The interim report released by the Royal Commission detailed some ways that banks ignored ethics in pursuit of short-term profit, but some believe the report barely scratches the surface when it comes to how financial institutions take advantage of borrowers.
Institute of Certified Management Accountants (ICMA) CEO Janek Ratnatunga said the biggest bank misconduct involves how they calculate mortgage rates to their own advantage.
"The finance equations used to calculate the mortgage interest by banks are either erroneous or are skewed to provide answers always in the bank’s favour at the expense of their customers," Ratnatunga explained.
Ratnatunga argued that there are many instances when the stated monthly interest and principal payments are far off the amounts obtained using the bank's own loan calculator.
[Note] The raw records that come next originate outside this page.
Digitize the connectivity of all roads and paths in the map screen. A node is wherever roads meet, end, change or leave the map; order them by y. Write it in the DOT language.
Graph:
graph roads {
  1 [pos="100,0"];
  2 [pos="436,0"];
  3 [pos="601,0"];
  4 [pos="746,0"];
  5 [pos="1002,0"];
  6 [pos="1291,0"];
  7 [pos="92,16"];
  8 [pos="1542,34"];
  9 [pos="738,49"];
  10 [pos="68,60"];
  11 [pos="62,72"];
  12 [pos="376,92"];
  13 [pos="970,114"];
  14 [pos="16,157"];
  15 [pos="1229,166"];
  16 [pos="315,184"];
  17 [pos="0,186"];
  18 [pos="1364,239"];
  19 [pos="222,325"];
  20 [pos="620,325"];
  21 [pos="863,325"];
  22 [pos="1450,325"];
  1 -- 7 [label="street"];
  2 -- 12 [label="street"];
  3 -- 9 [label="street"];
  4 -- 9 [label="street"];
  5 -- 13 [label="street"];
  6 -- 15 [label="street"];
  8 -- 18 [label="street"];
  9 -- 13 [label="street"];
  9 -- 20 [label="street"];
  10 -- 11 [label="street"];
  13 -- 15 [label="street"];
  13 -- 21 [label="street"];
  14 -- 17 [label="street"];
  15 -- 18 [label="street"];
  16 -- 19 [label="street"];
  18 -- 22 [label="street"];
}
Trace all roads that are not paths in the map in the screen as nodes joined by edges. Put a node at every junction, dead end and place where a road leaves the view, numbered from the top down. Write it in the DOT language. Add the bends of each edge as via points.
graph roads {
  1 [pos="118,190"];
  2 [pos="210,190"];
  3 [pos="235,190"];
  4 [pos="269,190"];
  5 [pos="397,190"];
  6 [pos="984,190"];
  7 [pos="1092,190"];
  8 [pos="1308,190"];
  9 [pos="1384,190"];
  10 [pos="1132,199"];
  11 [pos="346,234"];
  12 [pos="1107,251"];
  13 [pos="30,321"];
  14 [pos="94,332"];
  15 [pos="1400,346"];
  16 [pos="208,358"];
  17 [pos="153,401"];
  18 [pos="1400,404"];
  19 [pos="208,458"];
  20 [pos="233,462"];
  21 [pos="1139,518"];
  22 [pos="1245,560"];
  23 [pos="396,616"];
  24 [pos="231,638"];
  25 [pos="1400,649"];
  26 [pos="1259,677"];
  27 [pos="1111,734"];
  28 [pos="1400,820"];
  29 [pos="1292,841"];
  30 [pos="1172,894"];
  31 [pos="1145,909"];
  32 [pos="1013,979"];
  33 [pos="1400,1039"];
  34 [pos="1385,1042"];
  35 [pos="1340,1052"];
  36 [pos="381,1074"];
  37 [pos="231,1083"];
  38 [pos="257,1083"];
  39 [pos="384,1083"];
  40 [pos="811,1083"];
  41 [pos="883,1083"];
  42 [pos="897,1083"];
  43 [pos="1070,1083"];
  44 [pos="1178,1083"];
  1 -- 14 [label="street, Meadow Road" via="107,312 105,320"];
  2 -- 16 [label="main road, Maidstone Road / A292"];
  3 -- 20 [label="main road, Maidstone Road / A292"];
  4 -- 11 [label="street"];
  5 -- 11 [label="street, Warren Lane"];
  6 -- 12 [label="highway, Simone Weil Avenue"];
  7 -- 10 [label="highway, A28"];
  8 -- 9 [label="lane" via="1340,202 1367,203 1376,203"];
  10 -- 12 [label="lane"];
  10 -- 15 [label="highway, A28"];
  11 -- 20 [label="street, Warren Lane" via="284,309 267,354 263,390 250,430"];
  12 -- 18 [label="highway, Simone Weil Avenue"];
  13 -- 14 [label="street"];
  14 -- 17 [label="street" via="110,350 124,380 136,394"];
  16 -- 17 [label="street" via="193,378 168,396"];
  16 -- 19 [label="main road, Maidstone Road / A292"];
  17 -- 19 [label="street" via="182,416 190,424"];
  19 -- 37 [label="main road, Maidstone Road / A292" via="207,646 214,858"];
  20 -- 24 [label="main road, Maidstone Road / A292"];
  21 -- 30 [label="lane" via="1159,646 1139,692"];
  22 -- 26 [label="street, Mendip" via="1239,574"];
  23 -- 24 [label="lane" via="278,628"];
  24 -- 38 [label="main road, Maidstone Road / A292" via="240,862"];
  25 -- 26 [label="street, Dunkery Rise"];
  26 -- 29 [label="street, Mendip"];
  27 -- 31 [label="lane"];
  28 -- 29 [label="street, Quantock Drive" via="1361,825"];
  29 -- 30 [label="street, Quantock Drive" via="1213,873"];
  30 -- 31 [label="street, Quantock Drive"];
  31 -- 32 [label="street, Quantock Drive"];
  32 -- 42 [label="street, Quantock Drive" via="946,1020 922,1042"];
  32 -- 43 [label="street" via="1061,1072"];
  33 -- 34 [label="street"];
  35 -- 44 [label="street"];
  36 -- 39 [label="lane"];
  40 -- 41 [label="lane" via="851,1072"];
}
"Even if the banks use the correct equations, how they apply these equations when interest rates change is always in the bank’s favour. When interest rates go up, the change in mortgage interest payable is applied immediately; but when interest rates go down, these are only applied from the beginning of the next monthly cycle date of the loan," he said.
Banks could have been engaging in such practices for nearly 30 years, and they may have already pocketed billions from unsuspecting borrowers.
Ratnatunga said this practice was left unnoticed as banks use "incomprehensible" mortgage loan statements that avoid transparency. There are also a number of unexplained interest corrections which may have cost individual borrowers little but cumulatively form significant amounts.
With this, Ratnatunga calls the royal commission to take a look into the banks' interest rate calculations.
"The ideal time to do such an audit is when the Bank is asked to provide a final discharge amount on the termination of a loan. If given access to bank records, a simple calculation by a finance expert will indicate if the discharge amount is correct, or if it's substantially in the bank’s favour," he said.